New submitter ErnieKey writes: Farming has been stuck in a bit of a rut, when compared to other industries. Businesses across the globe have been innovating for decades, while farming has been using techniques that have been handed down from centuries ago. The FarmBot Foundation is creating a machine, similar to that of a CNC mill and/or 3D printer, which is capable of being run by sophisticated software and equipped with any tools you can imagine, including seed injectors, plows, burners, robotic arms (for harvesting), cutters, shredders, tillers, discers, watering nozzles, sensors and more. The goal? To increase food production by automating as much of it as possible.

3 of 133 comments (clear)

  1. not true at all by Trepidity · · Score: 5, Insightful

    Businesses across the globe have been innovating for decades, while farming has been using techniques that have been handed down from centuries ago.

    That's not true at all. Maybe in some hobby farms, but at a large scale (which is where most food actually comes from), farming in 2014 is nothing like farming in 1914. Modern agribusiness is highly automated, which is why the proportion of the U.S. population engaged in farm work has declined from about 30% to about 2%, while food production has increased.

    1. Re:not true at all by plover · · Score: 3, Insightful

      And thus this is likely yet another solution without a problem.

      No, I think the desire here is for it to be Open Source. Current agricultural tools are proprietary, where you pay a ton of money for the special GPS receiver, arrays of sensors, a database of moisture, fertilizer, and yield readings, continuously variable spray systems, auto-steering systems, and everything else.

      The current systems are brilliant: they can reduce fertilizer usage by 60% or more by applying the proper amount of fertilizer on the areas that need it. This reduces cost, excess chemicals, and greatly reduces polluting runoff. They also measure how much water the crops need, and adjust irrigation accordingly. And in a greenhouse, they can even measure and control the light.

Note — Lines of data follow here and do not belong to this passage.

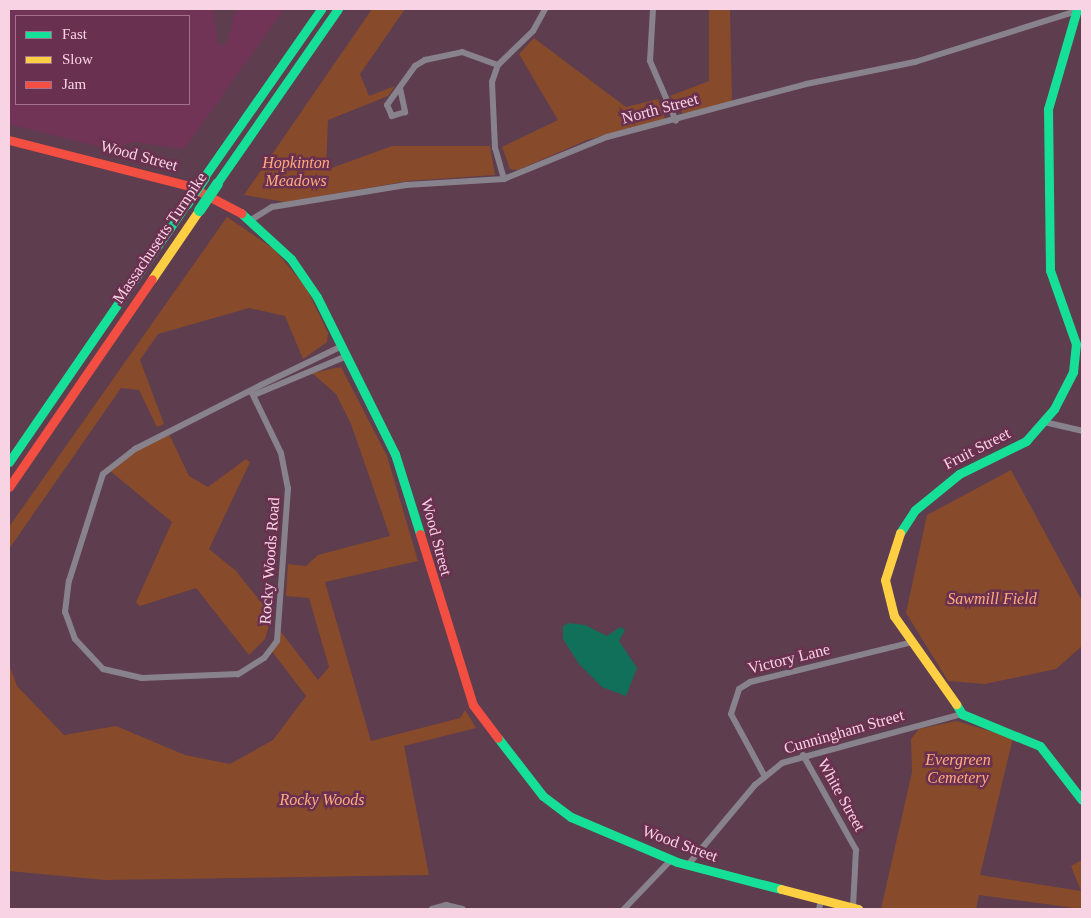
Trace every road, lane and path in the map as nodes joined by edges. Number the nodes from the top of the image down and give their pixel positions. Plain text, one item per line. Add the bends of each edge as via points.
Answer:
1 (321, 9) edge
2 (338, 9) edge
3 (545, 9) edge
4 (653, 9) edge
5 (1077, 10) edge
6 (498, 65) junction
7 (400, 88) dead end
8 (676, 121) junction
9 (9, 140) edge
10 (504, 179) junction
11 (250, 220) junction
12 (345, 351) junction
13 (252, 393) junction
14 (1044, 422) junction
15 (34, 425) junction
16 (1082, 431) edge
17 (9, 450) edge
18 (9, 462) edge
19 (9, 487) edge
20 (913, 642) junction
21 (962, 714) junction
22 (803, 755) junction
23 (764, 776) junction
24 (1082, 800) edge
25 (671, 860) junction
26 (687, 866) junction
27 (820, 905) edge
28 (432, 909) edge
29 (463, 909) edge
30 (624, 909) edge
31 (856, 909) edge

1 - 15 main road, Massachusetts Turnpike, bridge
2 - 19 main road, Massachusetts Turnpike, bridge
3 - 6 street via 533,31
4 - 8 street via 650,61
5 - 8 street, North Street via 916,62 806,84
5 - 14 main road, Fruit Street via 1058,64 1048,120 1050,270 1076,344 1076,358 1064,392
6 - 7 street via 476,54 448,52 415,66
6 - 10 street via 492,82 493,130
8 - 10 street, North Street via 578,146
9 - 11 main road, Wood Street via 189,186
10 - 11 street, North Street via 406,185 272,207
11 - 12 main road, Wood Street via 298,268
12 - 13 street, Rocky Woods Road
12 - 13 street, Rocky Woods Road
12 - 25 main road, Wood Street via 400,466 456,662 478,715 528,779 561,811
13 - 13 street, Rocky Woods Road via 122,457 103,474 65,595 65,612 75,639 103,668 142,678 238,674 264,658 277,641 288,488 281,453
14 - 16 street
14 - 20 main road, Fruit Street via 1022,444 968,469 936,491 900,530 889,554 885,589 894,616
15 - 17 main road
15 - 18 main road, Massachusetts Turnpike
20 - 21 main road, Fruit Street
20 - 23 street, Victory Lane via 750,682 738,689 731,714
21 - 22 street, Cunningham Street
21 - 24 main road via 1040,746
22 - 23 street, Cunningham Street
22 - 31 street, White Street via 856,850
23 - 26 street, Cunningham Street
25 - 26 main road, Wood Street
25 - 30 street
26 - 27 main road, Wood Street
27 - 31 main road, Wood Street
28 - 29 street via 446,905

      But all of that is not all that difficult to solve, apart from the hardware. Makers are getting pretty good at producing open source hardware for a lot of smaller things; and there is a desire to get open source solutions in the hands of the developing nations.

      So I think there's a lot of problem out there that this could yet solve.

      --
      John
  2. Start with bad assumptions by randomencounter · · Score: 3, Insightful

    Get bad results.

    Agriculture has been advancing as fast as any other technology field.

    Here are some recent developments: http://www.popularmechanics.co...
    and GPS is becoming important to farm competitiveness: https://www.bae.ncsu.edu/topic...

    None of this depending on massive fixed installations, so it can be used cost effectively over thousands of acres of fields.